(Stored items)
════════

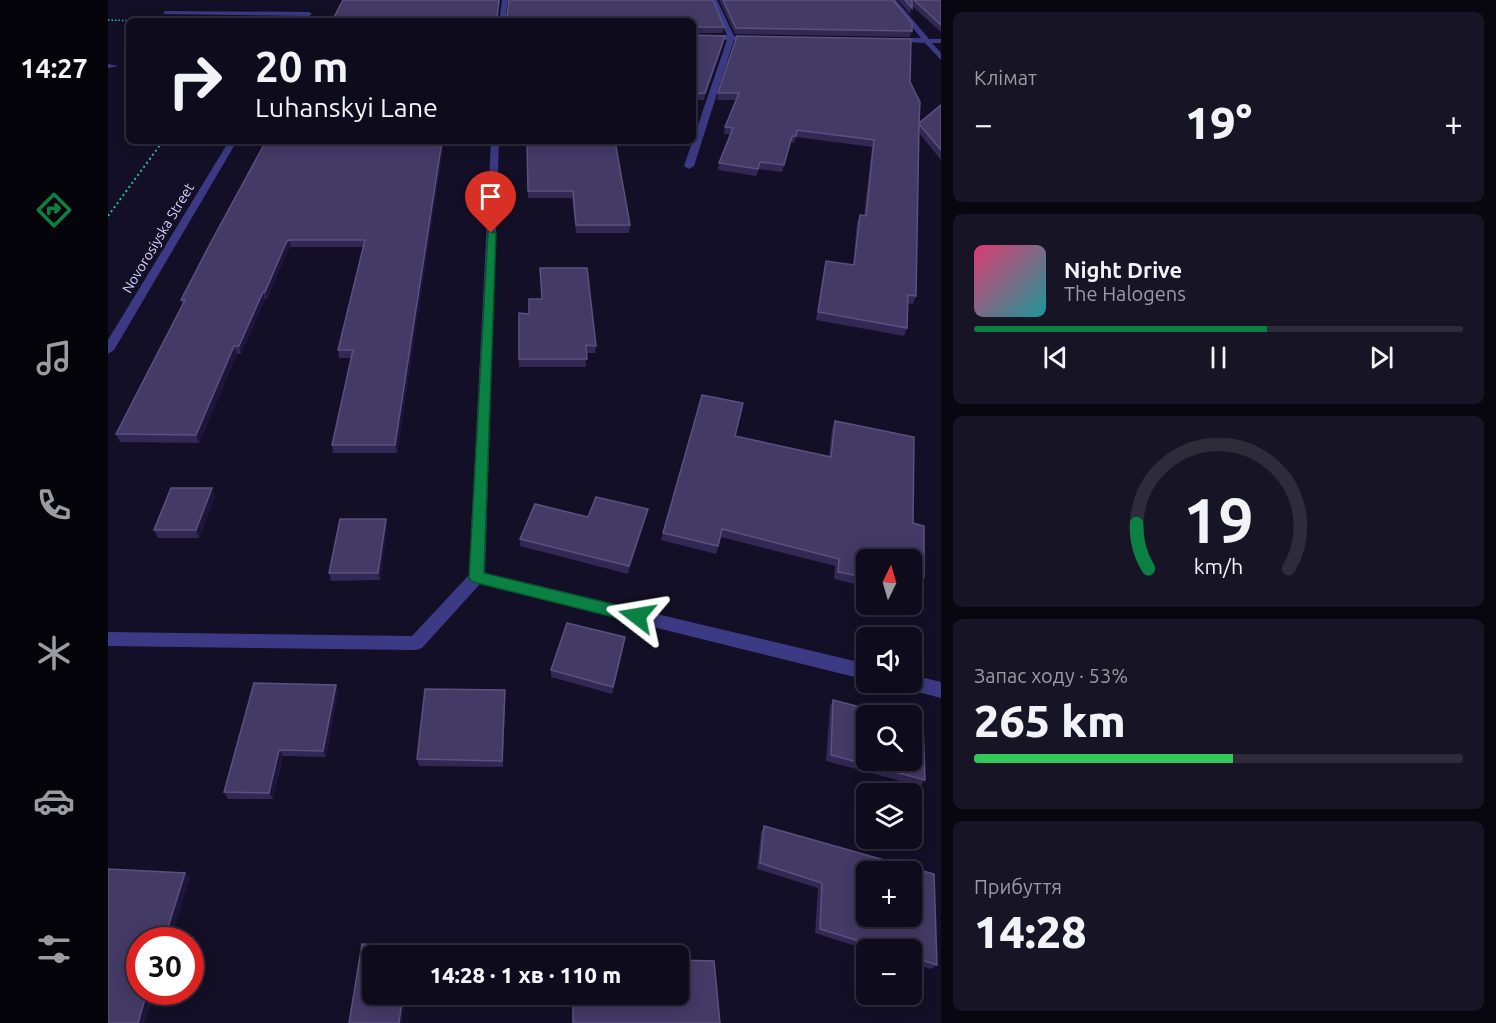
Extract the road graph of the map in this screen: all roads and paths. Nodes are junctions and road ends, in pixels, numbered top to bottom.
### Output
1 (505, 0) edge
2 (714, 0) edge
3 (893, 0) edge
4 (171, 7) dead end
5 (314, 7) dead end
6 (307, 18) edge
7 (502, 18) edge
8 (108, 20) edge
9 (126, 20) edge
10 (696, 37) edge
11 (731, 37) junction
12 (766, 38) edge
13 (882, 40) edge
14 (929, 41) junction
15 (941, 41) edge
16 (941, 58) edge
17 (161, 144) edge
18 (231, 144) edge
19 (495, 144) edge
20 (689, 166) dead end
21 (108, 216) edge
22 (108, 350) edge
23 (477, 577) junction
24 (108, 639) edge
25 (856, 669) edge
26 (922, 685) edge
27 (941, 690) edge

1 - 7 street
2 - 11 street
3 - 14 street
4 - 6 street
5 - 6 street
8 - 9 path
10 - 11 street
11 - 12 street
11 - 20 street
13 - 14 street
14 - 15 street
14 - 16 street
17 - 21 path
18 - 22 street, Novorosiyska Street
19 - 23 street
23 - 24 street
23 - 25 street
26 - 27 street

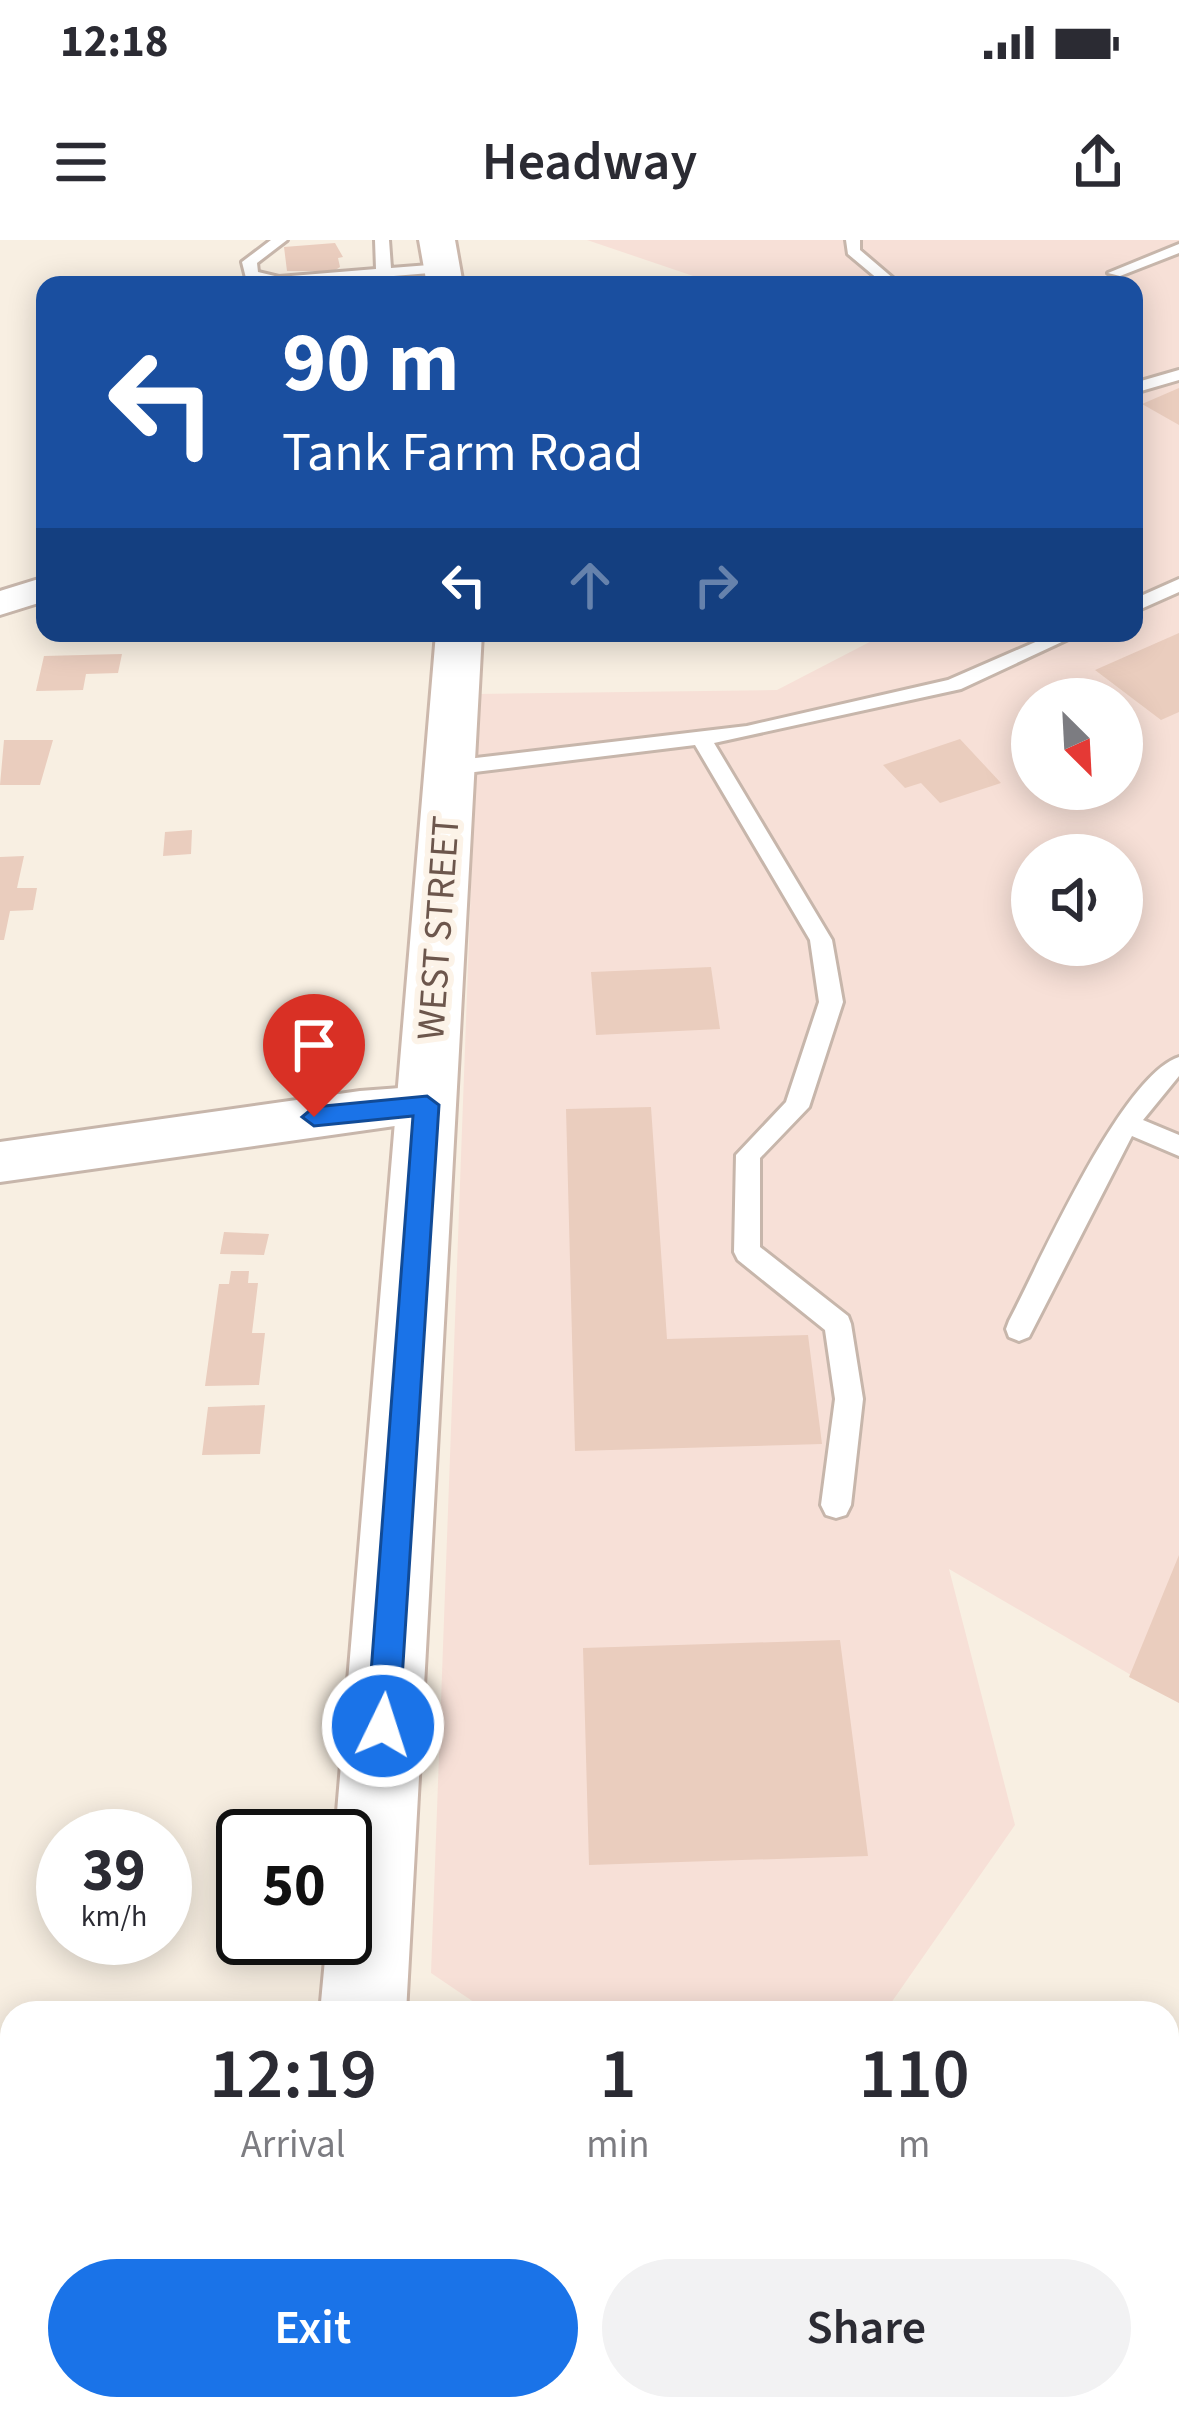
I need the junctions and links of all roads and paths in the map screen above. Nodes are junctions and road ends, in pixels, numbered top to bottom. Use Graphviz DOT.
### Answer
graph roads {
  1 [pos="280,240"];
  2 [pos="382,240"];
  3 [pos="854,240"];
  4 [pos="1179,248"];
  5 [pos="441,264"];
  6 [pos="384,271"];
  7 [pos="1115,273"];
  8 [pos="256,276"];
  9 [pos="325,276"];
  10 [pos="883,276"];
  11 [pos="1179,375"];
  12 [pos="1143,385"];
  13 [pos="1179,585"];
  14 [pos="36,591"];
  15 [pos="1143,602"];
  16 [pos="0,604"];
  17 [pos="458,642"];
  18 [pos="1052,642"];
  19 [pos="701,738"];
  20 [pos="450,768"];
  21 [pos="1179,1066"];
  22 [pos="427,1105"];
  23 [pos="1126,1123"];
  24 [pos="1179,1146"];
  25 [pos="0,1162"];
  26 [pos="1018,1330"];
  27 [pos="836,1505"];
  28 [pos="365,2001"];
  1 -- 8 [label="lane"];
  2 -- 6 [label="lane"];
  3 -- 10 [label="lane"];
  4 -- 7 [label="lane"];
  5 -- 6 [label="lane"];
  6 -- 9 [label="lane"];
  11 -- 12 [label="lane"];
  13 -- 15 [label="lane"];
  14 -- 16 [label="street"];
  17 -- 20 [label="main road, WEST STREET"];
  18 -- 19 [label="lane"];
  19 -- 20 [label="lane"];
  19 -- 27 [label="lane"];
  20 -- 22 [label="main road, WEST STREET"];
  21 -- 23 [label="lane"];
  22 -- 25 [label="street"];
  22 -- 28 [label="main road, WEST STREET"];
  23 -- 24 [label="lane"];
  23 -- 26 [label="lane"];
}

════════

[Problem to solve]: Search the data for "numbered". Copy every matching line.

[Solution below]:
Extract the road graph of the map in this screen: all roads and paths. Nodes are junctions and road ends, in pixels, numbered top to bottom.
I need the junctions and links of all roads and paths in the map screen above. Nodes are junctions and road ends, in pixels, numbered top to bottom. Use Graphviz DOT.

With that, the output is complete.